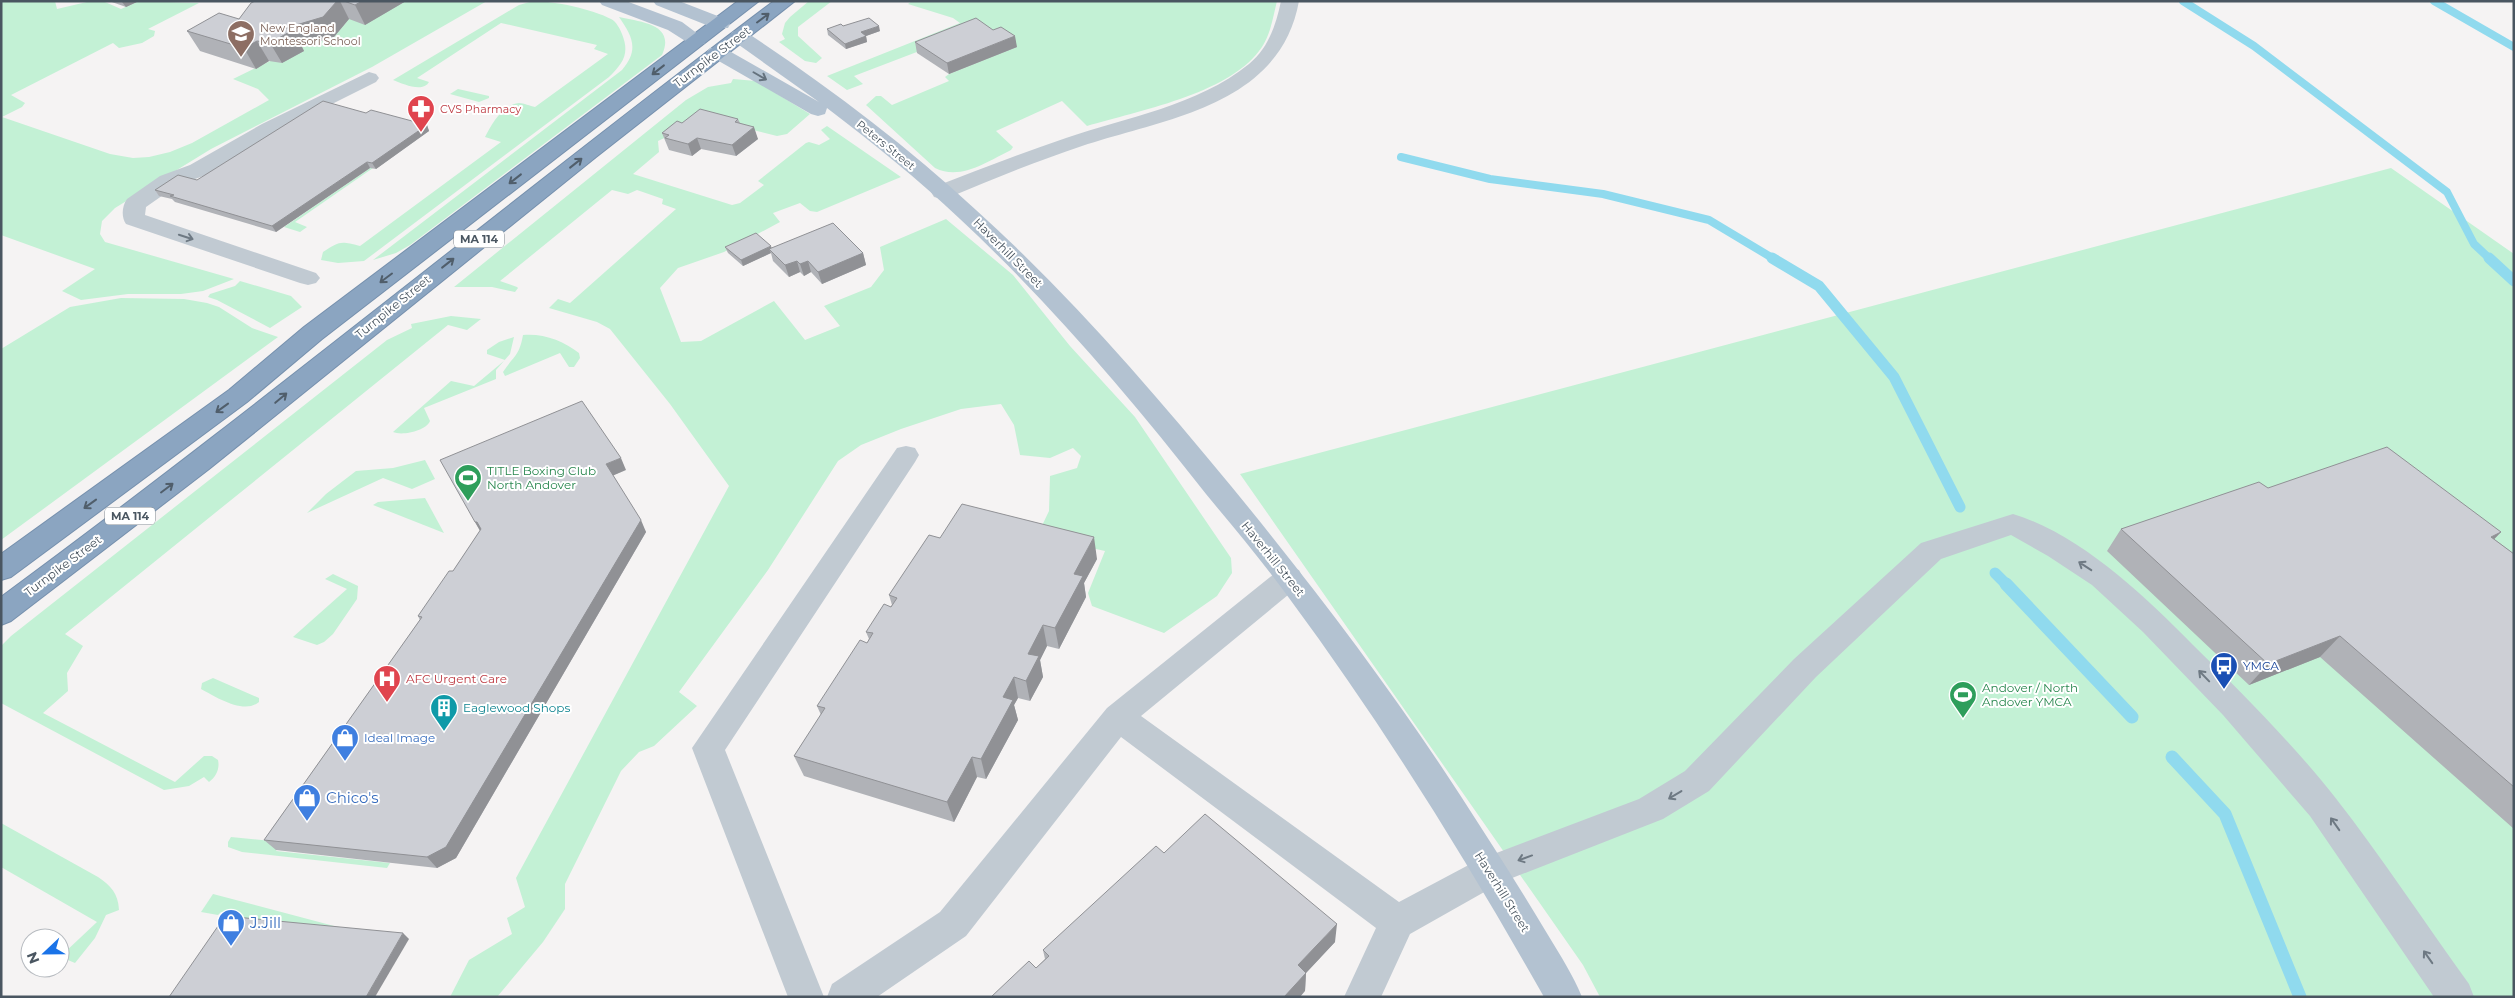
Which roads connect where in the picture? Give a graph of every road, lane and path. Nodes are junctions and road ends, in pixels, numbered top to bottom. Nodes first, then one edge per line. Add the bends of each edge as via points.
1 (608, 1) edge
2 (662, 1) edge
3 (750, 1) edge
4 (786, 1) edge
5 (1290, 1) edge
6 (721, 24) junction
7 (740, 36) junction
8 (697, 40) junction
9 (717, 52) junction
10 (369, 78) dead end
11 (317, 104) junction
12 (918, 171) junction
13 (194, 184) edge
14 (942, 192) junction
15 (172, 199) edge
16 (140, 221) junction
17 (308, 278) dead end
18 (906, 455) dead end
19 (1, 569) edge
20 (1289, 578) junction
21 (1, 613) edge
22 (1118, 717) junction
23 (1490, 871) junction
24 (1397, 922) junction
25 (806, 997) edge
26 (845, 997) edge
27 (1362, 997) edge
28 (1564, 997) edge
29 (2456, 997) edge

1 - 8 main road via 675,26
2 - 6 main road
3 - 6 highway, Turnpike Street / MA 114
7 -> 4 highway, Turnpike Street / MA 114
5 - 14 lane via 1277,43 1258,67 1233,86 1194,103 1073,142
6 - 7 highway
6 - 8 highway, Turnpike Street / MA 114
7 - 9 highway, Turnpike Street / MA 114
7 - 12 main road, Peters Street via 879,138
8 - 9 highway
8 -> 19 highway, Turnpike Street / MA 114 via 314,333 238,396
9 -> 12 main road, Peters Street
21 -> 9 highway, Turnpike Street / MA 114 via 243,429
10 - 11 lane
11 - 13 lane
11 - 16 lane via 198,170 161,186 135,204 134,219
12 - 14 main road, Haverhill Street
14 - 20 main road, Haverhill Street via 1031,275 1141,394
15 - 16 lane
16 -> 17 lane
18 - 25 lane via 708,748
20 - 22 lane
20 - 23 main road, Haverhill Street via 1363,678
22 - 24 lane
22 - 26 lane via 953,924
23 - 24 lane
23 - 28 main road, Haverhill Street
29 -> 23 lane via 2322,806 2234,706 2154,624 2102,577 2058,548 2012,524 1932,551 1805,668 1697,782 1651,809
24 - 27 lane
■ ■ ■ ■ ■
• _EXERCISE OBJECTIVE_:
Show every line of the listing containing the string "Turnpike" by copying it.

• _REPLY_:
3 - 6 highway, Turnpike Street / MA 114
7 -> 4 highway, Turnpike Street / MA 114
6 - 8 highway, Turnpike Street / MA 114
7 - 9 highway, Turnpike Street / MA 114
8 -> 19 highway, Turnpike Street / MA 114 via 314,333 238,396
21 -> 9 highway, Turnpike Street / MA 114 via 243,429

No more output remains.